Crete a temporary working directory:

mkdir -p /tmp/my-centillion-instance && cd /tmp/my-centillion-instance

Now create a minimal centillion instance with the following Python program:

run_centillion.py:

import centillion

app = centillion.webapp.get_flask_app(config_file='config.py')
app.run()

The config.py file can be copied verbatim from the example configuration file in the repository:

cp ~/centillion/config/config_centillion.example.py config.py

Now run the centillion instance by running the script:

python run_centillion.py

This will run the webapp on port 5000, so navigate to http://localhost:5000 in the browser.

centillion does not populate the search index by default, so the first time you run centillion you will not see any documents in the search index.

Screenshot: centillion no docs indexed

Before you can use centillion, you must manually populate the search index.

Populate the Search Index:

To populate the search index, visit the control panel:

http://localhost:5000/control_panel

From here you can re-index the search engine. The example configuration file uses fake documents instead of real API calls, so the reindexing will work even without a network connection. To return to the index, click the centillion banner.

Visit the Master List:

The master list shows a list of every document indexed by centillion. Visit the master list:

http://localhost:5000/master_list

Try Searching:

Visit the help page for more information about running searches:

http://localhost:5000/help

Try searching for the following terms to see search results:

  • barley
  • masked figure
  • bananas
  • bacteria
  • microscope

Examples

To see centillion in action, use the examples provided in the examples/ directory.

The fakedocs example populates a centillion instance with fake documents, so you can try out centillion without setting up any API keys.

There are also examples for setting up centillion instances that index Github repositories or Google Drive folders.

The examples are:

  • Fakedocs example - populate a centillion instance with some fake documents to take centillion for a test drive without setting up any APIs

    • Files:
    • examples/run_centillion_fakedocs.py
    • config/config_centillion_fakedocs.py
  • Google Drive example - populate a centillion instance with Google Drive documents. This requires enabling the Google Drive API and obtaining API credentials. (See APIs page.)

    • Files:
    • examples/run_centillion_gdrive.py
    • config/config_centillion_gdrive.py
  • Github example - populate a centillion instance with files, issues, and pull requests from Github repositories. This requires creating a Github API access token. (See APIs page.)

    • Files:
    • examples/run_centillion_github.py
    • config/config_centillion_github.py

Fakedocs example

To run the fakedocs example:

# make sure you have centillion installed:
python -m centillion

# run the fakedocs example
cd examples/ && python run_centillion_fakedocs.py

The centillion instance will be available on port 5000. If you are running in a local machine, access centillion by going to http://localhost:5000 in a browser.

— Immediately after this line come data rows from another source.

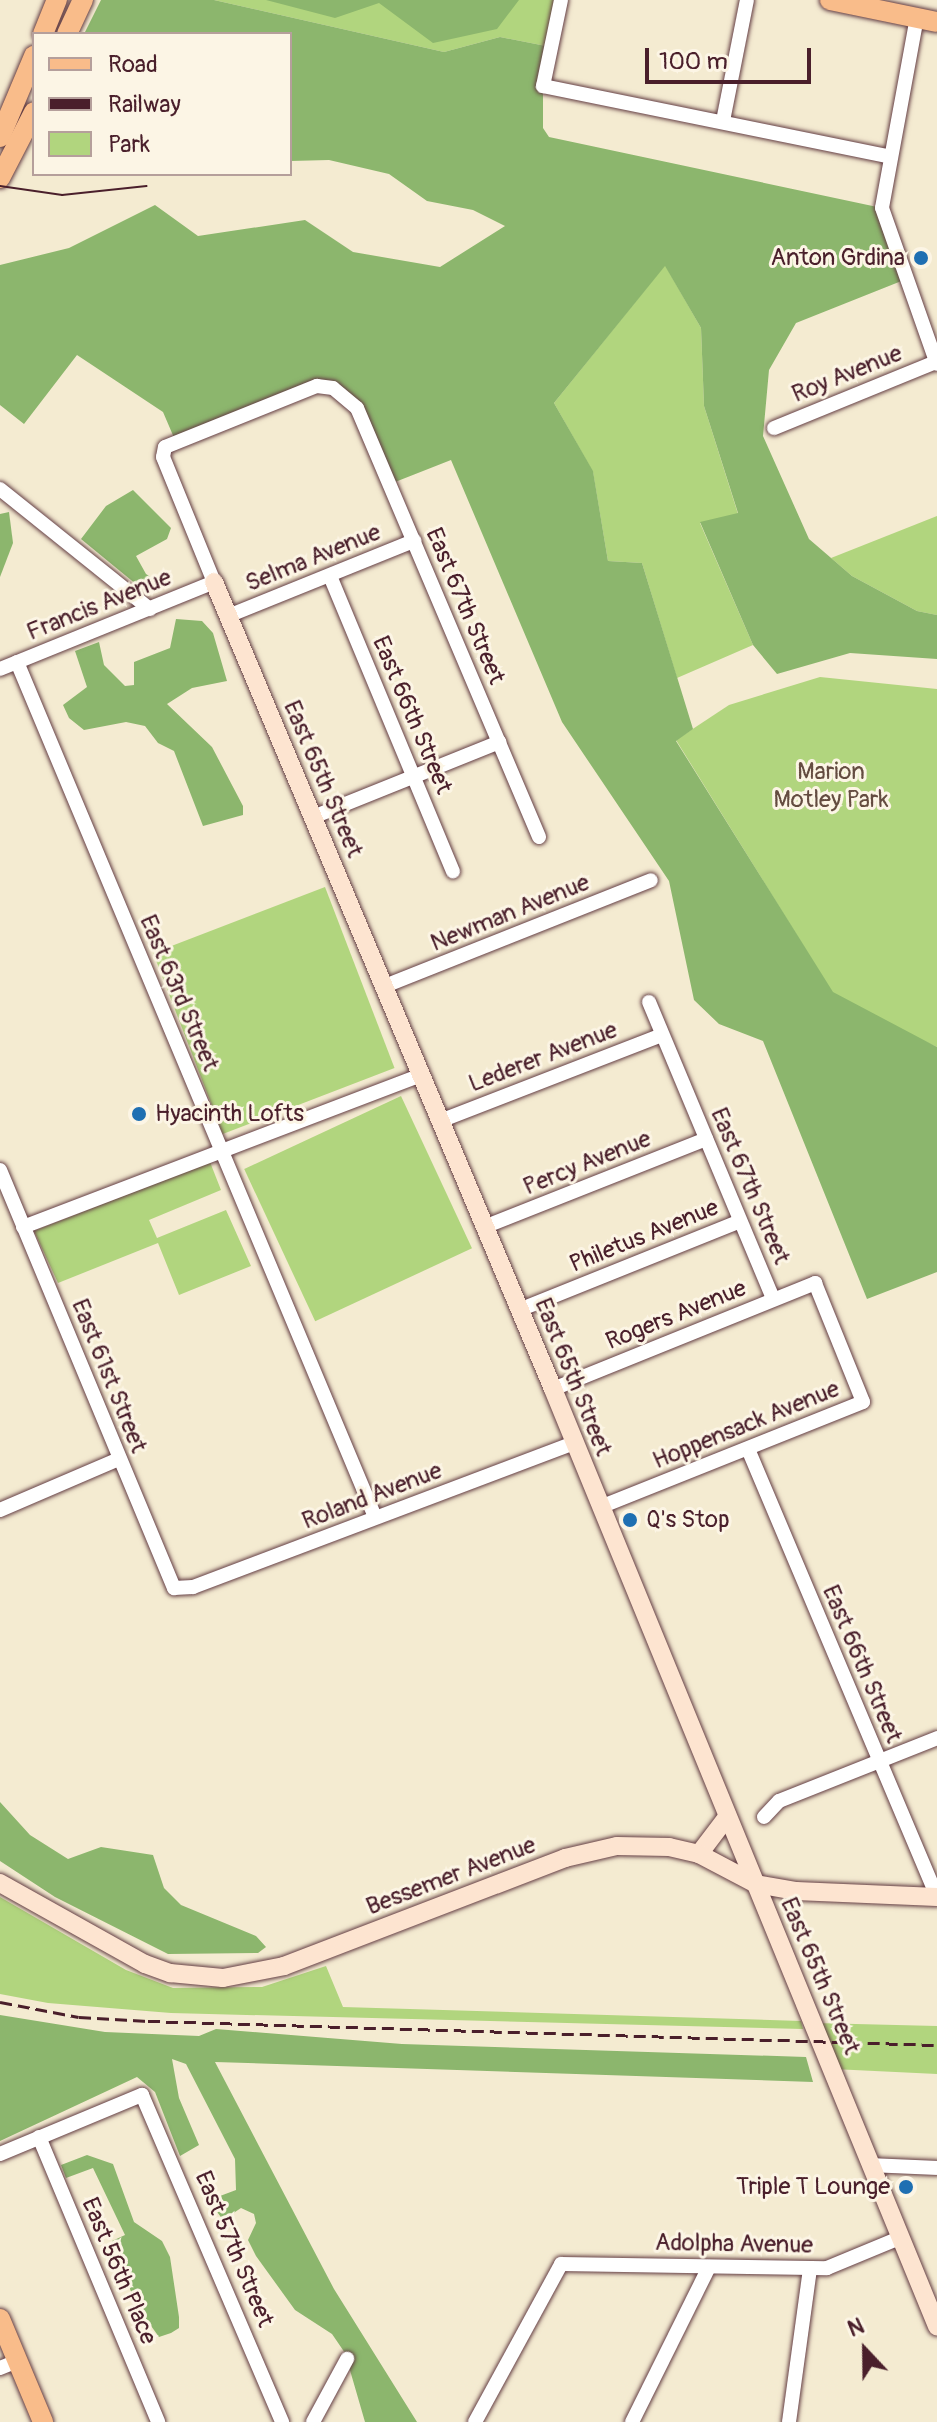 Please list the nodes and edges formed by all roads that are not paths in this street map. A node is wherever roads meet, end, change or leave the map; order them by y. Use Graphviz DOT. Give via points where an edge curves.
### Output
graph roads {
  1 [pos="57,0"];
  2 [pos="83,0"];
  3 [pos="561,0"];
  4 [pos="747,0"];
  5 [pos="830,0"];
  6 [pos="927,20"];
  7 [pos="44,32"];
  8 [pos="68,32"];
  9 [pos="32,68"];
  10 [pos="25,108"];
  11 [pos="723,121"];
  12 [pos="0,137"];
  13 [pos="888,156"];
  14 [pos="0,178"];
  15 [pos="937,363"];
  16 [pos="347,394"];
  17 [pos="774,428"];
  18 [pos="3,495"];
  19 [pos="414,541"];
  20 [pos="330,576"];
  21 [pos="214,582"];
  22 [pos="150,609"];
  23 [pos="228,616"];
  24 [pos="17,662"];
  25 [pos="0,669"];
  26 [pos="500,742"];
  27 [pos="414,776"];
  28 [pos="313,817"];
  29 [pos="539,837"];
  30 [pos="453,871"];
  31 [pos="651,880"];
  32 [pos="385,986"];
  33 [pos="649,1002"];
  34 [pos="662,1035"];
  35 [pos="422,1075"];
  36 [pos="440,1121"];
  37 [pos="706,1139"];
  38 [pos="223,1150"];
  39 [pos="0,1170"];
  40 [pos="740,1221"];
  41 [pos="23,1227"];
  42 [pos="484,1227"];
  43 [pos="773,1299"];
  44 [pos="519,1310"];
  45 [pos="553,1389"];
  46 [pos="863,1402"];
  47 [pos="574,1443"];
  48 [pos="748,1449"];
  49 [pos="119,1459"];
  50 [pos="600,1507"];
  51 [pos="0,1510"];
  52 [pos="375,1517"];
  53 [pos="184,1590"];
  54 [pos="937,1738"];
  55 [pos="879,1761"];
  56 [pos="727,1817"];
  57 [pos="764,1817"];
  58 [pos="699,1854"];
  59 [pos="0,1883"];
  60 [pos="756,1884"];
  61 [pos="937,1897"];
  62 [pos="39,2137"];
  63 [pos="0,2154"];
  64 [pos="870,2165"];
  65 [pos="937,2168"];
  66 [pos="902,2237"];
  67 [pos="709,2267"];
  68 [pos="810,2269"];
  69 [pos="0,2319"];
  70 [pos="936,2323"];
  71 [pos="347,2359"];
  72 [pos="9,2364"];
  73 [pos="43,2422"];
  74 [pos="158,2422"];
  75 [pos="282,2422"];
  76 [pos="313,2422"];
  77 [pos="475,2422"];
  78 [pos="632,2422"];
  79 [pos="789,2422"];
  1 -- 7 [label="main road"];
  2 -- 8 [label="main road"];
  3 -- 11 [label="street" via="543,86"];
  4 -- 11 [label="street"];
  5 -- 6 [label="main road"];
  6 -- 13 [label="street"];
  9 -- 10 [label="main road"];
  10 -- 12 [label="main road"];
  10 -- 14 [label="main road"];
  11 -- 13 [label="street"];
  13 -- 15 [label="street" via="882,208"];
  15 -- 17 [label="street, Roy Avenue"];
  16 -- 19 [label="street, East 67th Street"];
  16 -- 21 [label="street, East 65th Street" via="317,386 165,447 163,457"];
  18 -- 22 [label="street"];
  19 -- 20 [label="street, Selma Avenue"];
  19 -- 26 [label="street, East 67th Street"];
  20 -- 23 [label="street, Selma Avenue"];
  20 -- 27 [label="street, East 66th Street"];
  21 -- 22 [label="street, Francis Avenue"];
  21 -- 23 [label="street, East 65th Street"];
  22 -- 24 [label="street, Francis Avenue"];
  23 -- 28 [label="street, East 65th Street"];
  24 -- 25 [label="street, Francis Avenue"];
  24 -- 38 [label="street, East 63rd Street"];
  26 -- 27 [label="street"];
  26 -- 29 [label="street, East 67th Street"];
  27 -- 28 [label="street"];
  27 -- 30 [label="street, East 66th Street"];
  28 -- 32 [label="street, East 65th Street"];
  31 -- 32 [label="street, Newman Avenue"];
  32 -- 35 [label="street, East 65th Street"];
  33 -- 34 [label="street, East 67th Street"];
  34 -- 36 [label="street, Lederer Avenue"];
  34 -- 37 [label="street, East 67th Street"];
  35 -- 36 [label="street, East 65th Street"];
  35 -- 38 [label="street"];
  36 -- 42 [label="street, East 65th Street"];
  37 -- 40 [label="street, East 67th Street"];
  37 -- 42 [label="street, Percy Avenue"];
  38 -- 41 [label="street"];
  38 -- 52 [label="street, East 63rd Street"];
  39 -- 41 [label="street, East 61st Street"];
  40 -- 43 [label="street, East 67th Street"];
  40 -- 44 [label="street, Philetus Avenue"];
  41 -- 49 [label="street, East 61st Street"];
  42 -- 44 [label="street, East 65th Street"];
  43 -- 45 [label="street, Rogers Avenue"];
  43 -- 46 [label="street, Rogers Avenue" via="815,1283"];
  44 -- 45 [label="street, East 65th Street"];
  45 -- 47 [label="street, East 65th Street"];
  46 -- 48 [label="street, Hoppensack Avenue"];
  47 -- 50 [label="street, East 65th Street"];
  47 -- 52 [label="street, Roland Avenue"];
  48 -- 50 [label="street, Hoppensack Avenue"];
  48 -- 55 [label="street, East 66th Street"];
  49 -- 51 [label="street"];
  49 -- 53 [label="street, East 61st Street" via="171,1584"];
  50 -- 56 [label="street, East 65th Street"];
  52 -- 53 [label="street, Roland Avenue"];
  54 -- 55 [label="street"];
  55 -- 57 [label="street" via="773,1803"];
  55 -- 61 [label="street, East 66th Street"];
  56 -- 58 [label="street"];
  56 -- 60 [label="street, East 65th Street"];
  58 -- 59 [label="street, Bessemer Avenue" via="641,1845 590,1850 284,1966 223,1978 170,1973 145,1964"];
  58 -- 60 [label="street, Bessemer Avenue"];
  60 -- 61 [label="street, Bessemer Avenue" via="818,1893"];
  60 -- 64 [label="street, East 65th Street"];
  62 -- 63 [label="street"];
  62 -- 74 [label="street, East 56th Place"];
  62 -- 75 [label="street, East 57th Street" via="142,2095"];
  64 -- 65 [label="street"];
  64 -- 66 [label="street, East 65th Street"];
  66 -- 68 [label="street, Adolpha Avenue" via="827,2268"];
  66 -- 70 [label="street, East 65th Street"];
  67 -- 68 [label="street, Adolpha Avenue"];
  67 -- 77 [label="street, Adolpha Avenue" via="561,2264"];
  67 -- 78 [label="street"];
  68 -- 79 [label="street"];
  69 -- 72 [label="main road"];
  71 -- 76 [label="street"];
  72 -- 73 [label="main road"];
}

(This is identical to the quickstart above.)

Github and Google Drive examples

To run the Github or Google Drive examples, start by setting up the respective API (see instructions on the APIs page).

Next, modify the configuration file and paste your Github API credentials or point to the path of your Google Drive credentials.json file.

Now you can run the Github or Google Drive examples:

# make sure you have centillion installed:
python -m centillion

cd examples/

# run the github example
python run_centillion_gh.py

# run the Google Drive example
python run_centillion_gdocs.py

Submodules

See the Submodules of centillion page for details about how centillion is organized into submodules.

The search functionality is implemented in centillion's backend search submodule. This uses the Whoosh library in Python.

The web interface is implemented in centillion's frontend webapp submodule. This implements a web interface for centillion using the Flask library in Python.

To restrict access to centillion, we implement an OAuth application that verifies users are members of a particular Github organization. See Github authentication layer for details.

APIs

See the APIs page for an overview of the third-party APIs that centillion interfaces with to populate the search index.